Tekeli İlkokulu (saçma bir şekilde daha okula gitmezken 10 gün kadar dayıoğlullarıyla okula gitmiştim buraya), pazar yeri (top oynayıp dururduk. dizlerim epeyce parçalanmıştı betona düşmekten), itfayenin olduğu yer (yüksek okul oldu. itfayeci margaz da ölmüş), dondurmacı muhtar ("beyaz saçlı adam" dedim, ölmüş), Aklar İşhanı (o zaman Serik'in en asortik mekanı bu kıçı kırık pasaja bile benzemeyen işhanıydı. işhanının en alt katındaki küçücük havuz gibi yeri, içindeki kırmızı balıkları seyretmeyi ne de severdim yarabbi), süt almaya gittiğimiz "ebenin" evi (ev terkedilmiş), çınaraltı (şimdi neredeyse yol seviyesine çıkmış. bir zaman duvarından aşağıya düşmemek için dikkat ederdim)... yeni açılan dükkanlar, internet kafeler, lokantalar, parklar...

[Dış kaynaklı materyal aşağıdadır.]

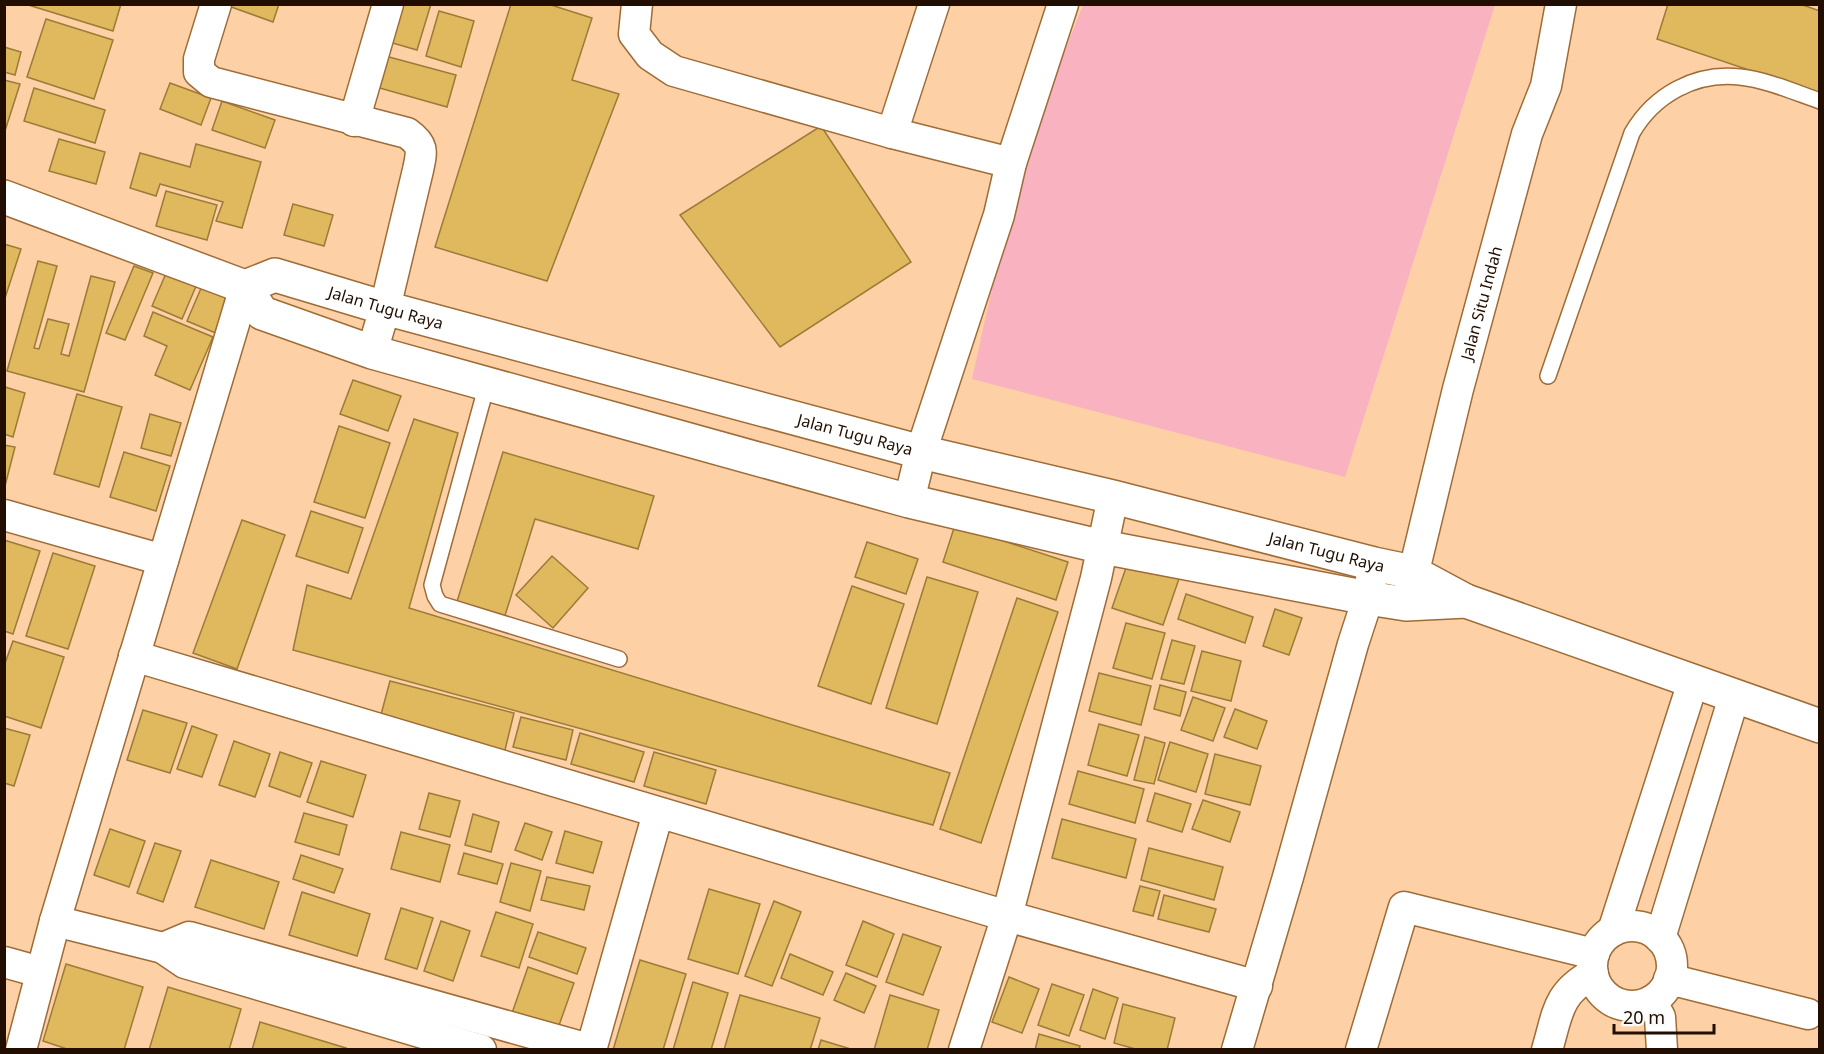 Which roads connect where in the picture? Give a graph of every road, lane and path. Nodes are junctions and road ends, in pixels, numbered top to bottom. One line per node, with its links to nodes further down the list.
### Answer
1 (216, 4): 8 (street)
2 (388, 4): 8 (street)
3 (637, 4): 9 (street)
4 (934, 4): 9 (street)
5 (1064, 4): 10 (street)
6 (1561, 4): 23 (street, Jalan Situ Indah)
7 (1820, 101): 15 (lane)
8 (354, 121): 13 (street)
9 (892, 133): 10 (street)
10 (1011, 163): 17 (street)
11 (4, 196): 12 (street)
12 (245, 286): 13 (street, Jalan Tugu Raya); 14 (street, Jalan Tugu Raya); 22 (street)
13 (385, 308): 14 (street); 17 (street, Jalan Tugu Raya)
14 (372, 352): 16 (street, Jalan Tugu Raya)
15 (1548, 376)
16 (487, 384): 19 (street, Jalan Tugu Raya); 28 (lane)
17 (921, 452): 18 (street, Jalan Tugu Raya); 19 (street)
18 (1113, 497): 21 (street); 24 (street, Jalan Tugu Raya)
19 (909, 501): 21 (street, Jalan Tugu Raya)
20 (4, 515): 22 (street)
21 (1103, 547): 24 (street, Jalan Tugu Raya); 33 (street)
22 (163, 560): 27 (street)
23 (1412, 572): 24 (street, Jalan Tugu Raya); 25 (street, Jalan Tugu Raya); 26 (street, Jalan Situ Indah)
24 (1371, 581): 26 (street, Jalan Tugu Raya); 41 (street)
25 (1466, 601): 26 (street, Jalan Tugu Raya); 29 (street, Jalan Tugu Raya)
26 (1406, 604)
27 (134, 656): 32 (street); 34 (street)
28 (619, 658)
29 (1693, 682): 30 (street, Jalan Tugu Raya); 35 (street)
30 (1734, 697): 31 (street, Jalan Tugu Raya); 36 (street)
31 (1820, 726)
32 (658, 813): 33 (street); 44 (street)
33 (1006, 916): 41 (street); 47 (street)
34 (54, 921): 37 (street); 40 (street)
35 (1613, 931): 36 (street); 39 (street)
36 (1660, 938): 42 (street)
37 (163, 948): 44 (street); 46 (street)
38 (4, 962): 40 (street)
39 (1594, 964): 42 (street); 49 (street); 50 (street)
40 (40, 972): 45 (street)
41 (1257, 986): 48 (street)
42 (1660, 990): 43 (street); 51 (street)
43 (1808, 1014)
44 (591, 1049)
45 (21, 1050)
46 (481, 1050)
47 (964, 1050)
48 (1237, 1050)
49 (1361, 1050)
50 (1547, 1050)
51 (1662, 1050) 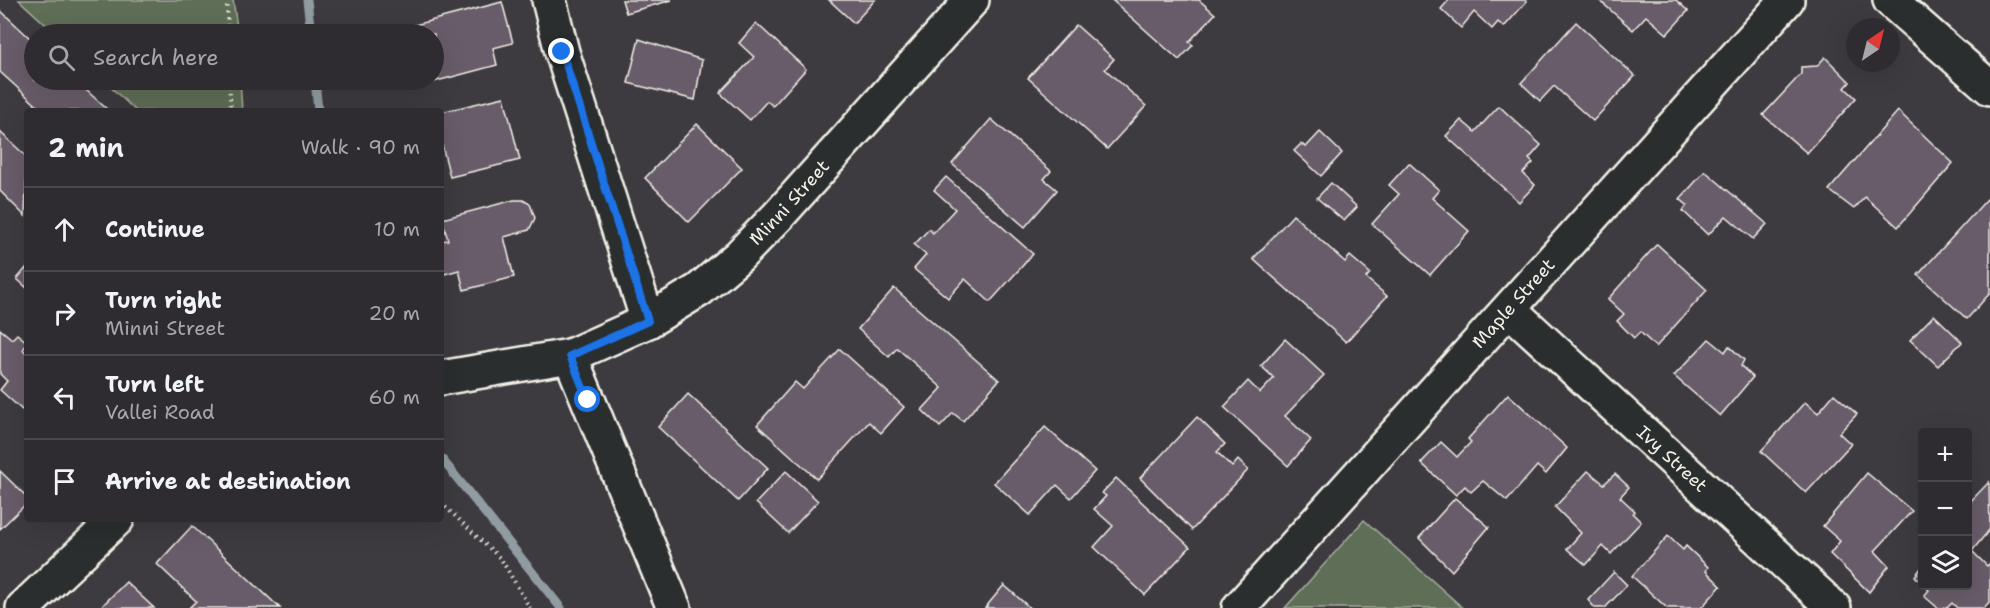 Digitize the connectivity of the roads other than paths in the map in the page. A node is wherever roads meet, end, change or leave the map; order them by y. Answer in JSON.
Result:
{"nodes":[{"id":1,"x":549,"y":0,"type":"edge"},
{"id":2,"x":972,"y":0,"type":"edge"},
{"id":3,"x":1787,"y":0,"type":"edge"},
{"id":4,"x":1890,"y":0,"type":"edge"},
{"id":5,"x":1990,"y":88,"type":"edge"},
{"id":6,"x":1510,"y":310,"type":"junction"},
{"id":7,"x":648,"y":321,"type":"junction"},
{"id":8,"x":570,"y":356,"type":"junction"},
{"id":9,"x":444,"y":377,"type":"edge"},
{"id":10,"x":114,"y":522,"type":"edge"},
{"id":11,"x":23,"y":608,"type":"edge"},
{"id":12,"x":674,"y":608,"type":"edge"},
{"id":13,"x":1239,"y":608,"type":"edge"},
{"id":14,"x":1834,"y":608,"type":"edge"}],
"edges":[{"from":1,"to":7,"type":"street"},
{"from":2,"to":7,"type":"street","name":"Minni Street"},
{"from":3,"to":6,"type":"street","name":"Maple Street"},
{"from":4,"to":5,"type":"street"},
{"from":6,"to":13,"type":"street","name":"Maple Street"},
{"from":6,"to":14,"type":"street","name":"Ivy Street"},
{"from":7,"to":8,"type":"street","name":"Minni Street"},
{"from":8,"to":9,"type":"street","name":"Minni Street"},
{"from":8,"to":12,"type":"street"},
{"from":10,"to":11,"type":"street"}]}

"insanoğlu kuş misali" hasılı...

22 Aralık 2006

ortak zaman: en uzun gece...

- her erkek hayatında bir kez "genelev nerde?" sorusuna muhatap olur mu, yoksa bu sürekli benim başıma gelen bir şey mi? angaraları da sayarsak bu, dördüncü ya da beşinci oldu. soranların hep "arkadaş askere gidecek de" demesi ayrı bir sosyolojik mesele. yer: karaköy'deki yeraltı çarşısının tünel çıkışı.
- ekmek parası isteyeni, çorba parası isteyeni, hiçbir şeysiz isteyeni, "otobüse bincem param yok" diyeni gördüm ama "bi cep kanyağı ısmarlasana abi" diyeni ilk defa gördüm. kestane de ister miydi acaba? yer: istiklal caddesi.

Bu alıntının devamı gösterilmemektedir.